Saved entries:
--

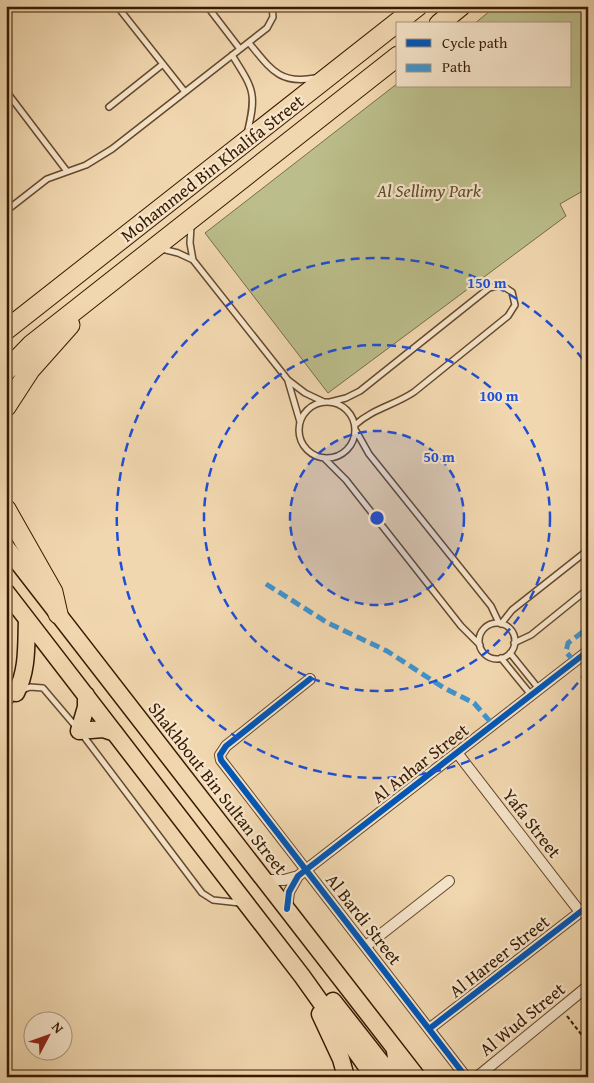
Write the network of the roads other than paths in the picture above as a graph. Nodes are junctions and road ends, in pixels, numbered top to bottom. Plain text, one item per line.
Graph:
1 (117, 6) edge
2 (207, 6) edge
3 (272, 6) edge
4 (418, 6) edge
5 (461, 6) edge
6 (398, 22) edge
7 (441, 22) edge
8 (396, 23) edge
9 (249, 43) junction
10 (240, 49) junction
11 (232, 55) junction
12 (396, 58) edge
13 (163, 64) junction
14 (331, 75) junction
15 (6, 91) edge
16 (185, 92) junction
17 (109, 107) dead end
18 (245, 143) junction
19 (66, 170) junction
20 (6, 210) edge
21 (193, 217) junction
22 (153, 248) junction
23 (193, 260) junction
24 (86, 302) junction
25 (39, 305) junction
26 (6, 320) edge
27 (6, 330) edge
28 (6, 371) edge
29 (288, 380) junction
30 (327, 402) junction
31 (6, 407) edge
32 (300, 422) junction
33 (355, 428) junction
34 (325, 459) junction
35 (6, 509) edge
36 (6, 547) edge
37 (588, 550) edge
38 (588, 589) edge
39 (6, 592) edge
40 (58, 614) junction
41 (27, 620) junction
42 (500, 624) junction
43 (514, 643) junction
44 (480, 645) junction
45 (588, 651) edge
46 (510, 653) junction
47 (501, 658) junction
48 (310, 679) dead end
49 (536, 693) junction
50 (86, 695) junction
51 (11, 699) edge
52 (79, 731) junction
53 (115, 733) junction
54 (458, 754) junction
55 (307, 869) junction
56 (298, 876) junction
57 (264, 880) junction
58 (450, 881) dead end
59 (246, 904) junction
60 (287, 909) junction
61 (584, 909) edge
62 (260, 921) junction
63 (366, 946) junction
64 (302, 976) junction
65 (588, 986) edge
66 (429, 1029) junction
67 (394, 1047) junction
68 (346, 1077) edge
69 (374, 1077) edge
70 (417, 1077) edge
71 (466, 1077) edge
72 (477, 1077) edge

1 - 13 lane
2 - 10 lane
3 - 9 lane
4 - 6 highway, Mohammed Bin Khalifa Street
5 - 7 highway
8 - 14 highway, Mohammed Bin Khalifa Street
9 - 10 lane
9 - 14 lane
10 - 11 lane
11 - 16 lane
11 - 18 lane
12 - 21 highway, Mohammed Bin Khalifa Street
13 - 16 lane
13 - 17 lane
14 - 18 highway, Mohammed Bin Khalifa Street
15 - 19 lane
16 - 19 lane
18 - 25 highway, Mohammed Bin Khalifa Street
19 - 20 lane
21 - 22 highway, Mohammed Bin Khalifa Street
21 - 23 lane
22 - 23 lane
22 - 24 highway, Mohammed Bin Khalifa Street
23 - 29 lane
24 - 28 highway, Mohammed Bin Khalifa Street
24 - 31 highway
25 - 26 highway
25 - 27 highway, Mohammed Bin Khalifa Street
29 - 30 lane
29 - 32 lane
30 - 32 lane
30 - 33 lane
30 - 33 lane
32 - 34 lane
33 - 34 lane
33 - 42 lane
34 - 44 lane
35 - 40 highway
36 - 40 main road, Shakhbout Bin Sultan Street
37 - 42 lane
38 - 43 lane
39 - 41 main road
40 - 57 main road, Shakhbout Bin Sultan Street
41 - 50 main road
41 - 51 main road
42 - 43 lane
42 - 44 lane
43 - 46 lane
44 - 47 lane
45 - 49 street, Al Anhar Street
46 - 47 lane
46 - 49 lane
47 - 49 lane
48 - 55 street, Al Bardi Street
49 - 54 street, Al Anhar Street
50 - 52 main road
50 - 53 main road
51 - 52 lane
52 - 53 main road
52 - 59 lane
53 - 59 main road
54 - 55 street, Al Anhar Street
54 - 61 street, Yafa Street
55 - 56 street, Al Anhar Street
55 - 63 street, Al Bardi Street
56 - 57 street, Al Anhar Street
56 - 60 street, Al Anhar Street
57 - 60 main road, Shakhbout Bin Sultan Street
58 - 63 street, Al Bardi Street
59 - 62 main road
60 - 67 main road, Shakhbout Bin Sultan Street
61 - 66 street, Al Hareer Street
62 - 64 main road
62 - 67 main road
63 - 66 street, Al Bardi Street
64 - 68 main road
64 - 69 main road
65 - 72 street, Al Wud Street
66 - 71 street, Al Bardi Street
67 - 70 main road, Shakhbout Bin Sultan Street

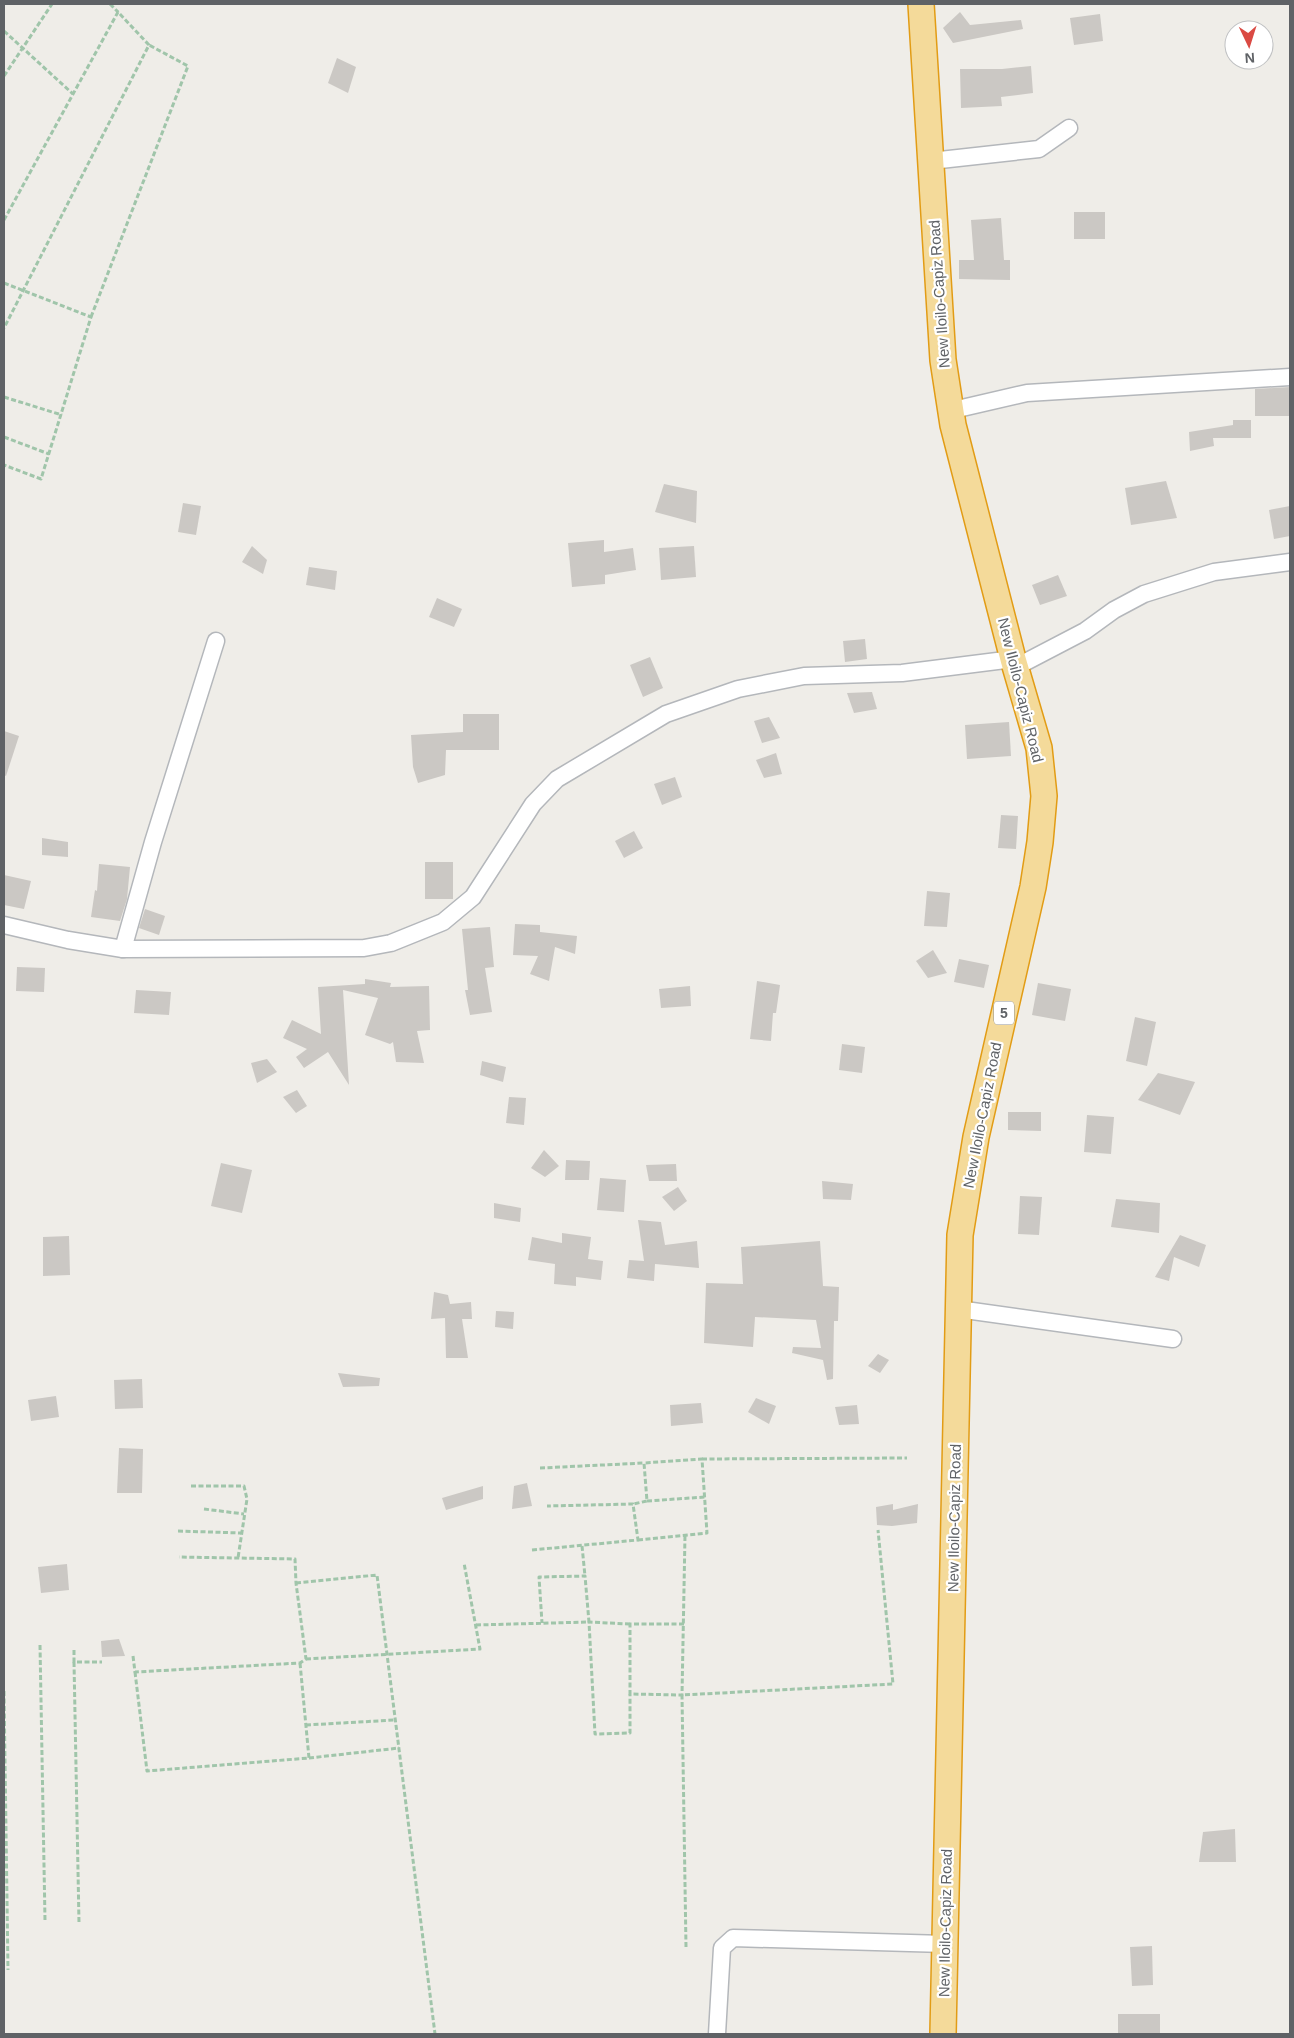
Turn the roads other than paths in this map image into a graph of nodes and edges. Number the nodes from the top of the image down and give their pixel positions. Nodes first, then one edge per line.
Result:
1 (921, 4) edge
2 (1069, 128) dead end
3 (931, 160) junction
4 (1290, 377) edge
5 (949, 411) junction
6 (1290, 562) edge
7 (216, 640) dead end
8 (1014, 663) junction
9 (4, 925) edge
10 (123, 949) junction
11 (958, 1309) junction
12 (1173, 1339) dead end
13 (945, 1944) junction
14 (717, 2034) edge
15 (943, 2034) edge

1 - 3 highway, New Iloilo-Capiz Road / 5
2 - 3 street
3 - 5 highway, New Iloilo-Capiz Road / 5
4 - 5 street
5 - 8 highway, New Iloilo-Capiz Road / 5
6 - 8 street
7 - 10 street
8 - 10 street
8 - 11 highway, New Iloilo-Capiz Road / 5
9 - 10 street
11 - 12 street
11 - 13 highway, New Iloilo-Capiz Road / 5
13 - 14 street
13 - 15 highway, New Iloilo-Capiz Road / 5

--

▶ **Work instruction**: The images are to be left out; every line above should be set down exactly.

▶ **Answer**:
Write the network of the roads other than paths in the picture above as a graph. Nodes are junctions and road ends, in pixels, numbered top to bottom. Plain text, one item per line.
Graph:
1 (117, 6) edge
2 (207, 6) edge
3 (272, 6) edge
4 (418, 6) edge
5 (461, 6) edge
6 (398, 22) edge
7 (441, 22) edge
8 (396, 23) edge
9 (249, 43) junction
10 (240, 49) junction
11 (232, 55) junction
12 (396, 58) edge
13 (163, 64) junction
14 (331, 75) junction
15 (6, 91) edge
16 (185, 92) junction
17 (109, 107) dead end
18 (245, 143) junction
19 (66, 170) junction
20 (6, 210) edge
21 (193, 217) junction
22 (153, 248) junction
23 (193, 260) junction
24 (86, 302) junction
25 (39, 305) junction
26 (6, 320) edge
27 (6, 330) edge
28 (6, 371) edge
29 (288, 380) junction
30 (327, 402) junction
31 (6, 407) edge
32 (300, 422) junction
33 (355, 428) junction
34 (325, 459) junction
35 (6, 509) edge
36 (6, 547) edge
37 (588, 550) edge
38 (588, 589) edge
39 (6, 592) edge
40 (58, 614) junction
41 (27, 620) junction
42 (500, 624) junction
43 (514, 643) junction
44 (480, 645) junction
45 (588, 651) edge
46 (510, 653) junction
47 (501, 658) junction
48 (310, 679) dead end
49 (536, 693) junction
50 (86, 695) junction
51 (11, 699) edge
52 (79, 731) junction
53 (115, 733) junction
54 (458, 754) junction
55 (307, 869) junction
56 (298, 876) junction
57 (264, 880) junction
58 (450, 881) dead end
59 (246, 904) junction
60 (287, 909) junction
61 (584, 909) edge
62 (260, 921) junction
63 (366, 946) junction
64 (302, 976) junction
65 (588, 986) edge
66 (429, 1029) junction
67 (394, 1047) junction
68 (346, 1077) edge
69 (374, 1077) edge
70 (417, 1077) edge
71 (466, 1077) edge
72 (477, 1077) edge

1 - 13 lane
2 - 10 lane
3 - 9 lane
4 - 6 highway, Mohammed Bin Khalifa Street
5 - 7 highway
8 - 14 highway, Mohammed Bin Khalifa Street
9 - 10 lane
9 - 14 lane
10 - 11 lane
11 - 16 lane
11 - 18 lane
12 - 21 highway, Mohammed Bin Khalifa Street
13 - 16 lane
13 - 17 lane
14 - 18 highway, Mohammed Bin Khalifa Street
15 - 19 lane
16 - 19 lane
18 - 25 highway, Mohammed Bin Khalifa Street
19 - 20 lane
21 - 22 highway, Mohammed Bin Khalifa Street
21 - 23 lane
22 - 23 lane
22 - 24 highway, Mohammed Bin Khalifa Street
23 - 29 lane
24 - 28 highway, Mohammed Bin Khalifa Street
24 - 31 highway
25 - 26 highway
25 - 27 highway, Mohammed Bin Khalifa Street
29 - 30 lane
29 - 32 lane
30 - 32 lane
30 - 33 lane
30 - 33 lane
32 - 34 lane
33 - 34 lane
33 - 42 lane
34 - 44 lane
35 - 40 highway
36 - 40 main road, Shakhbout Bin Sultan Street
37 - 42 lane
38 - 43 lane
39 - 41 main road
40 - 57 main road, Shakhbout Bin Sultan Street
41 - 50 main road
41 - 51 main road
42 - 43 lane
42 - 44 lane
43 - 46 lane
44 - 47 lane
45 - 49 street, Al Anhar Street
46 - 47 lane
46 - 49 lane
47 - 49 lane
48 - 55 street, Al Bardi Street
49 - 54 street, Al Anhar Street
50 - 52 main road
50 - 53 main road
51 - 52 lane
52 - 53 main road
52 - 59 lane
53 - 59 main road
54 - 55 street, Al Anhar Street
54 - 61 street, Yafa Street
55 - 56 street, Al Anhar Street
55 - 63 street, Al Bardi Street
56 - 57 street, Al Anhar Street
56 - 60 street, Al Anhar Street
57 - 60 main road, Shakhbout Bin Sultan Street
58 - 63 street, Al Bardi Street
59 - 62 main road
60 - 67 main road, Shakhbout Bin Sultan Street
61 - 66 street, Al Hareer Street
62 - 64 main road
62 - 67 main road
63 - 66 street, Al Bardi Street
64 - 68 main road
64 - 69 main road
65 - 72 street, Al Wud Street
66 - 71 street, Al Bardi Street
67 - 70 main road, Shakhbout Bin Sultan Street

Turn the roads other than paths in this map image into a graph of nodes and edges. Number the nodes from the top of the image down and give their pixel positions. Nodes first, then one edge per line.
Result:
1 (921, 4) edge
2 (1069, 128) dead end
3 (931, 160) junction
4 (1290, 377) edge
5 (949, 411) junction
6 (1290, 562) edge
7 (216, 640) dead end
8 (1014, 663) junction
9 (4, 925) edge
10 (123, 949) junction
11 (958, 1309) junction
12 (1173, 1339) dead end
13 (945, 1944) junction
14 (717, 2034) edge
15 (943, 2034) edge

1 - 3 highway, New Iloilo-Capiz Road / 5
2 - 3 street
3 - 5 highway, New Iloilo-Capiz Road / 5
4 - 5 street
5 - 8 highway, New Iloilo-Capiz Road / 5
6 - 8 street
7 - 10 street
8 - 10 street
8 - 11 highway, New Iloilo-Capiz Road / 5
9 - 10 street
11 - 12 street
11 - 13 highway, New Iloilo-Capiz Road / 5
13 - 14 street
13 - 15 highway, New Iloilo-Capiz Road / 5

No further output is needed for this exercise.